Task instructions: For the entries below, repeat exactly each line starting with the one that contains "M634 571 638" and going on through the one that contains "M717 840 720", and no others.
##########
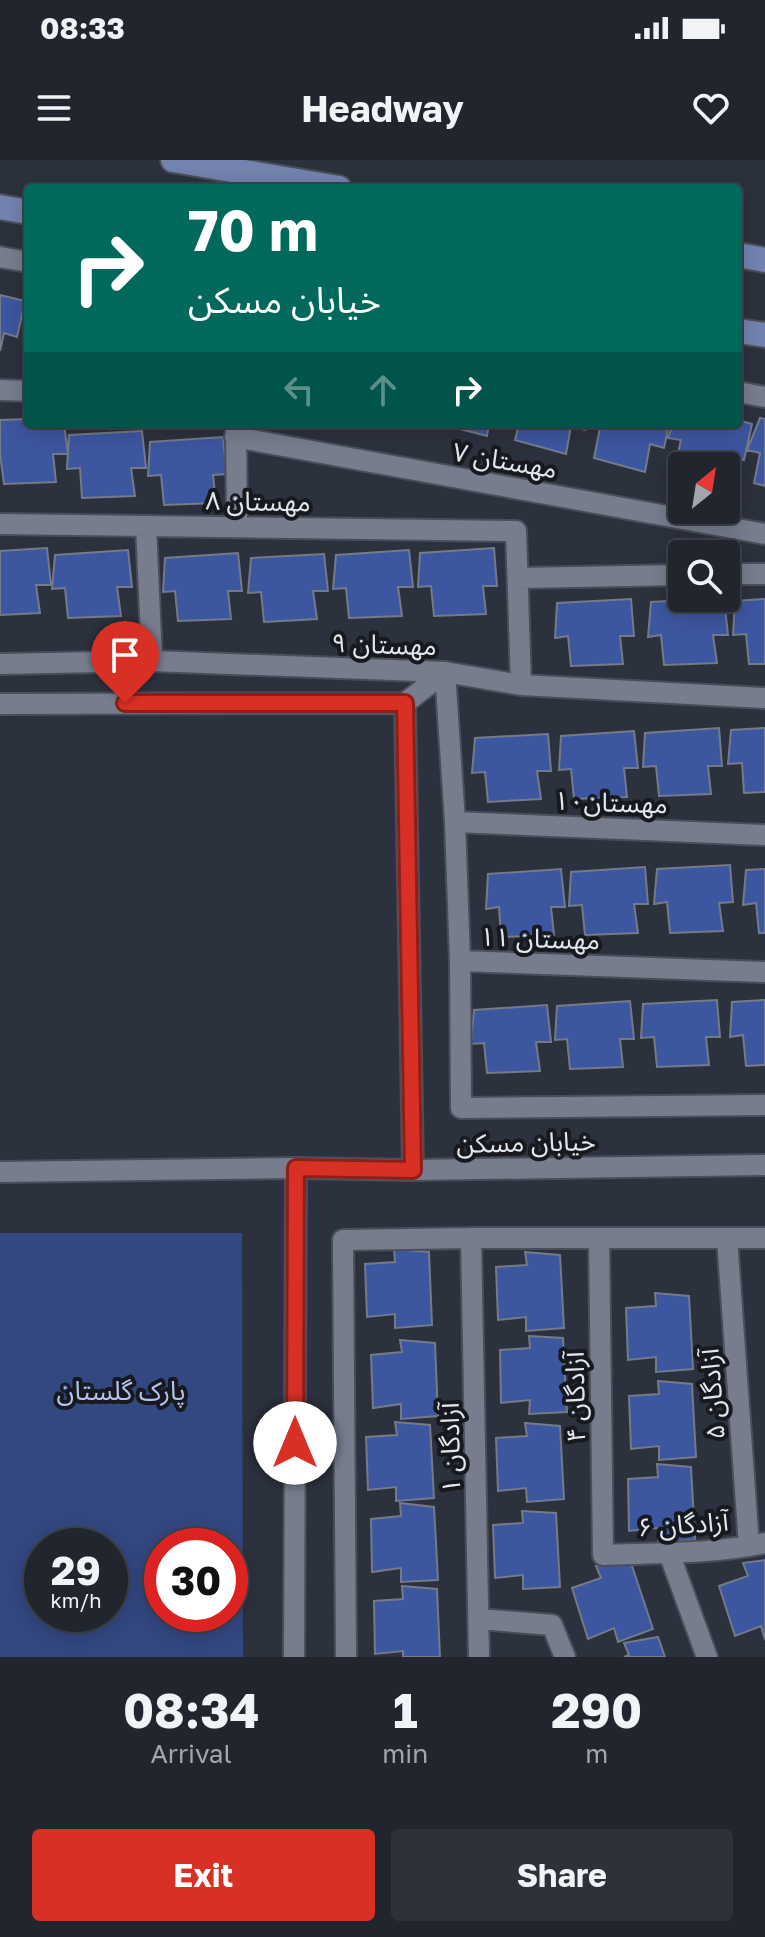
<!DOCTYPE html>
<meta charset="utf-8">
<style>
:root{--surface:#21252e;--page:#2d313a;--text:#f1f3f6;--muted:#a2a5aa;--line:#3e424a;--accent:#d93025}
body{margin:0;font-family:"Golos Text","Noto Sans Arabic",sans-serif;background:var(--page);color:var(--text);height:100vh;display:flex;flex-direction:column;font-size:30px;white-space:nowrap}
*{box-sizing:border-box;margin:0}
p{font-size:26px;color:var(--muted)}
.icon{flex:none;width:44px;height:44px;fill:none;stroke:currentColor;stroke-width:2;stroke-linecap:round;stroke-linejoin:round}
.map{position:relative;height:1497px;overflow:hidden}
.details{display:flex;flex-direction:column;background:var(--surface);flex:1}
.details>*{flex:none}
.guide{position:absolute;left:24px;top:24px;width:718px;height:244px;border-radius:8px;box-shadow:0 4px 20px #0003,0 0 0 2px var(--line);background:#00695c;color:#fff;overflow:hidden}
.needle{width:52px;rotate:30deg}
.fabs{position:absolute;left:668px;top:292px;display:grid;gap:16px}
.fabs a{display:grid;place-items:center;width:72px;height:72px;border-radius:8px;background:var(--surface);box-shadow:0 4px 20px #0003,0 0 0 2px var(--line);font-size:40px}
.speed{position:absolute;left:24px;top:1368px;display:flex;gap:16px;font-size:40px;font-weight:700;text-align:center}
.speed>*{display:grid;place-content:center;width:104px;height:104px;border-radius:50%;background:var(--surface);box-shadow:0 4px 20px #0003,0 0 0 2px var(--line);line-height:1}
.speed small{font-size:20px;font-weight:400}
.speed .limit{border:12px solid #d22;background:#fff;color:#111}
.pin{position:absolute;display:grid;place-items:center;width:68px;height:68px;color:#fff;margin:-82px -34px;border-radius:50% 50% 50% 0;rotate:-45deg;box-shadow:0 0 8px #0007}
.pin .icon{rotate:45deg}
.me{position:absolute;width:88px;margin:-44px;rotate:0deg;stroke-linejoin:round;filter:drop-shadow(0 0 6px #0008)}
.turn{display:flex;align-items:center;gap:28px;height:168px;padding:0 32px;font-size:36px}
.turn .icon{width:104px;height:104px;stroke-width:2.5}
.turn b{display:block;font-size:56px;line-height:68px}
.lanes{display:flex;align-items:center;height:76px;padding:0 32px;background:#0003;justify-content:center;gap:40px;direction:ltr}
.lanes .off{opacity:.35}
.eta{display:flex;justify-content:space-evenly;align-items:center;height:136px;text-align:center}
.eta b{font-size:48px;font-weight:700;line-height:56px}
.button{display:flex;gap:16px;margin-top:auto;padding:16px 32px}
.button a{flex:1;height:92px;border-radius:8px;background:var(--accent);color:#fff;font-size:32px;font-weight:700;line-height:92px;text-align:center}
.button a+a{background:var(--page);color:var(--text)}
.status{display:flex;justify-content:space-between;align-items:center;height:56px;padding:0 40px;background:var(--surface);direction:ltr}
.status svg{height:22px;fill:currentColor}
header{display:flex;justify-content:space-between;align-items:center;height:104px;padding:0 32px;background:var(--surface);font-size:36px;font-weight:700}
.map>svg:first-child{display:block}
.green{fill:#334780;fill-rule:evenodd}
.building{fill:#3d56a0;stroke:#747a8a;stroke-width:2}
.lines{fill:none;stroke-linecap:round;stroke-linejoin:round}
.street-casing{stroke:#4a4e59;stroke-width:24}
.secondary-casing{stroke:#4a4e59;stroke-width:28}
.street{stroke:#777d8d;stroke-width:20}
.secondary{stroke:#7382ae;stroke-width:24}
.route-casing{stroke:#8d1f18;stroke-width:20}
.route{stroke:#d93025;stroke-width:14}
.labels{text-anchor:middle;dominant-baseline:central;stroke-width:8;stroke-linejoin:round;paint-order:stroke}
.street-label{font-size:26px;fill:#e2e6ee;stroke:#17191f}
.park-label{font-size:26px;fill:#b3c4ed;stroke:#17191f}
</style>
<div class="status"><b>08:33</b><svg viewBox="0 0 49 12"><path d="M0 12V9h3v3zM5 12V6h3v6zM10 12V3h3v9zM15 12V0h3v12zM26 1h20v11H26zM47 4h2v5h-2z"/></svg></div>
<header><svg class="icon" aria-label="menu" viewBox="0 0 24 24"><path d="M4 6h16M4 12h16M4 18h16"/></svg>Headway<svg class="icon" aria-label="heart" viewBox="0 0 24 24"><path d="M12 20l-8-8c-3-5 5-10 8-4 3-6 11-1 8 4z"/></svg></header>
<div class="map">
<svg width="765" height="1497" viewBox="0 0 765 1497">
<rect width="100%" height="100%" fill="#2c313e"/>
<path class="green" d="M0 1073H242L243 1497H0ZM42 1386H110V1454H42ZM162 1386H230V1454H162Z"/>
<path class="building" d="M0 135 25 141 17 177 4 173 0 191Z
M760 258 765 259V326L754 323 760 293 747 290Z
M28 259V264H64L68 294H53L56 322 4 324 0 294V260Z
M738 260 752 264 744 300 730 296 726 319V306H682V312L674 310 681 280 668 278 673 264H738Z
M441 264H489L487 276Z
M519 264H586L585 270 571 266 566 294 515 280Z
M589 264H669L664 288 650 284 645 312 594 298 600 268 588 266Z
M142 271 146 308H131L135 336 82 338 80 308 67 309 69 275Z
M223 277 227 314 213 315 216 343 164 345 161 315 148 316 150 282Z
M47 388 51 425H36L40 453 0 455V391Z
M494 388 497 426H483L486 454 434 456 431 426 418 427 420 393Z
M128 390 132 427H117L121 456 68 458 65 428 52 429 55 395Z
M409 390 413 427H398L402 456 349 458 346 428 333 429 336 395Z
M238 393 242 431H228L231 459 178 461 175 431 163 432 165 398Z
M324 394 328 431H313L317 459 264 462 261 432 248 433 251 398Z
M724 438 728 475H713L717 503 664 505 661 475 648 477 651 442Z
M631 439 634 476H620L623 504 571 506 568 476 555 478 557 443Z
M765 439V504H749L746 474 733 475 735 441Z
M719 568 722 606H708L711 634 659 636 656 606 643 607 645 573Z
M765 568V632L744 633 742 603 728 604 731 570Z
M634 571 638 608H624L627 637 574 639 571 609 559 610 561 576Z
M548 574 551 611H537L541 639 488 642 485 612 472 613 475 578Z
M730 705 733 742 719 743 723 771 670 773 667 742 654 744 657 709Z
M645 707 648 744H634L638 773 585 775 582 745 569 746 571 712Z
M561 709 565 747H551L554 775 501 777 499 747 486 749 488 714Z
M765 709V773H759L756 743 743 745 746 710Z
M717 840 720 877H706L709 905 657 907 654 877 641 878 643 844Z
M765 840V905L746 906 743 875 730 877 732 842Z
M630 841 634 879H620L623 907 570 909 567 879 555 880 557 846Z
M547 845 551 882H536L540 911 487 913 484 883 471 884 474 850Z
M394 1089 429 1092 432 1165 395 1168V1154L367 1157 365 1104 395 1102Z
M525 1092 560 1095 564 1168 526 1171V1157L498 1160 496 1107 527 1105Z
M655 1133 689 1136 693 1209 656 1212V1197L628 1200 626 1148 656 1146Z
M529 1176 563 1178 567 1252 529 1254 530 1240 501 1243 500 1190 530 1188Z
M400 1180 435 1183 438 1256 401 1259V1244L373 1248 371 1195 402 1192Z
M658 1221 692 1224 696 1297 659 1300V1286L631 1289 629 1236 659 1234Z
M395 1262 430 1265 434 1338 396 1341V1327L368 1330 366 1277 397 1275Z
M525 1263 560 1266 564 1339 527 1342 526 1328 498 1331 496 1278 527 1276Z
M657 1304 691 1307 695 1380 658 1383V1368L629 1371 628 1319 658 1317Z
M400 1343 434 1347 438 1420 401 1422V1408L372 1412 371 1359 401 1356Z
M522 1351 556 1353 560 1427 523 1429V1415L495 1418 493 1365 523 1363Z
M630 1400 653 1469 618 1482 614 1468 588 1479 572 1428 601 1418 596 1406Z
M765 1400V1480L761 1466 735 1476 719 1426 748 1416 743 1403Z
M402 1426 437 1429 440 1497H403V1491L375 1494 374 1441 403 1439Z
M658 1477 665 1497H624L629 1495 624 1483Z"/>
<g class="lines">
<g class="street-casing">
<path id="street" d="M0 97 28 102
M0 230 28 231
M738 232 765 237
M236 264 237 367
M235 277 765 374
M0 364 516 371 521 525
M146 366 152 501
M726 414H765
M518 418 682 415
M0 504 152 501 445 512 521 525 765 538
M445 512 455 662 460 801 765 812
M405 543 445 512
M0 544 405 543 413 1010
M455 662 765 675
M460 801 461 948 765 945
M0 1012 296 1008 413 1010 765 1005
M471 1078 479 1497
M599 1078 603 1395C657 1393 713 1394 765 1383
M727 1078 749 1386
M669 1393 707 1497
M479 1459 552 1465 565 1497
M294 1497 296 1008
M346 1497 343 1080 471 1078H765"/>
</g>
<g class="secondary-casing">
<path id="secondary" d="M173 0 339 28
M0 47 28 52
M738 95 765 100
M738 171 765 175"/>
</g>
<use href="#street" class="street"/>
<use href="#secondary" class="secondary"/>
</g>
<g class="lines">
<g class="route-casing">
<path id="route" d="M125 543H405L413 1010 296 1008 295 1283"/>
</g>
<use href="#route" class="route"/>
</g>
<g class="labels">
<g class="street-label">
<text transform="translate(505 300) rotate(10)">مهستان ۷</text>
<text transform="translate(258 341) rotate(1)">مهستان ۸</text>
<text transform="translate(384 484) rotate(2)">مهستان ۹</text>
<text transform="translate(611 642) rotate(2)">مهستان۱۰</text>
<text transform="translate(540 778) rotate(2)">مهستان ۱۱</text>
<text transform="translate(526 982) rotate(-1)">خیابان مسکن</text>
<text transform="translate(712 1234) rotate(-94)">آزادگان ۵</text>
<text transform="translate(575 1237) rotate(-91)">آزادگان ۴</text>
<text transform="translate(450 1288) rotate(-91)">آزادگان ۱</text>
<text transform="translate(683 1364) rotate(-4)">آزادگان ۶</text>
</g>
<g class="park-label">
<text x="121" y="1230">پارک گلستان</text>
</g>
</g>
</svg>
<div class="fabs">
<a><svg class="needle" viewBox="-14 -14 28 28"><path d="M0-13l5 13h-10z" fill="#e53935"/><path d="M0 13l5-13h-10z" fill="#a2a5aa"/></svg></a>
<a><svg class="icon" aria-label="search" viewBox="0 0 24 24"><circle cx="10" cy="10" r="6"/><path d="M15 15l6 6"/></svg></a>
</div>
<div class="speed"><div>29<small>km/h</small></div><div class="limit">30</div></div>
<div class="pin" style="left:125px;top:543px;background:#d93025"><svg class="icon" aria-label="arrive" viewBox="0 0 24 24"><path d="M6 21V4h12l-3 4 3 4H6"/></svg></div>
<svg class="me" style="left:295px;top:1283px" viewBox="-20 -20 40 40"><circle r="19" fill="#fff"/><path d="M0-13L10 11 0 6-10 11z" fill="#d93025"/></svg>
<div class="guide">
<div class="turn"><svg class="icon" aria-label="right" viewBox="0 0 24 24"><path d="M7 20v-9h11M14 6l5 5-5 5"/></svg><div><b>70 m</b>خیابان مسکن</div></div>
<div class="lanes"><svg class="icon off" aria-label="left" viewBox="0 0 24 24"><path d="M17 20v-9H6M10 6l-5 5 5 5"/></svg><svg class="icon off" aria-label="ahead" viewBox="0 0 24 24"><path d="M12 20V5M6 11l6-6 6 6"/></svg><svg class="icon" aria-label="right" viewBox="0 0 24 24"><path d="M7 20v-9h11M14 6l5 5-5 5"/></svg></div>
</div>
</div>
<section class="details">
<div class="eta">
<div><b>08:34</b><p>Arrival</p></div>
<div><b>1</b><p>min</p></div>
<div><b>290</b><p>m</p></div>
</div>
<div class="button"><a>Exit</a><a>Share</a></div>
</section>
##########
Result:
M634 571 638 608H624L627 637 574 639 571 609 559 610 561 576Z
M548 574 551 611H537L541 639 488 642 485 612 472 613 475 578Z
M730 705 733 742 719 743 723 771 670 773 667 742 654 744 657 709Z
M645 707 648 744H634L638 773 585 775 582 745 569 746 571 712Z
M561 709 565 747H551L554 775 501 777 499 747 486 749 488 714Z
M765 709V773H759L756 743 743 745 746 710Z
M717 840 720 877H706L709 905 657 907 654 877 641 878 643 844Z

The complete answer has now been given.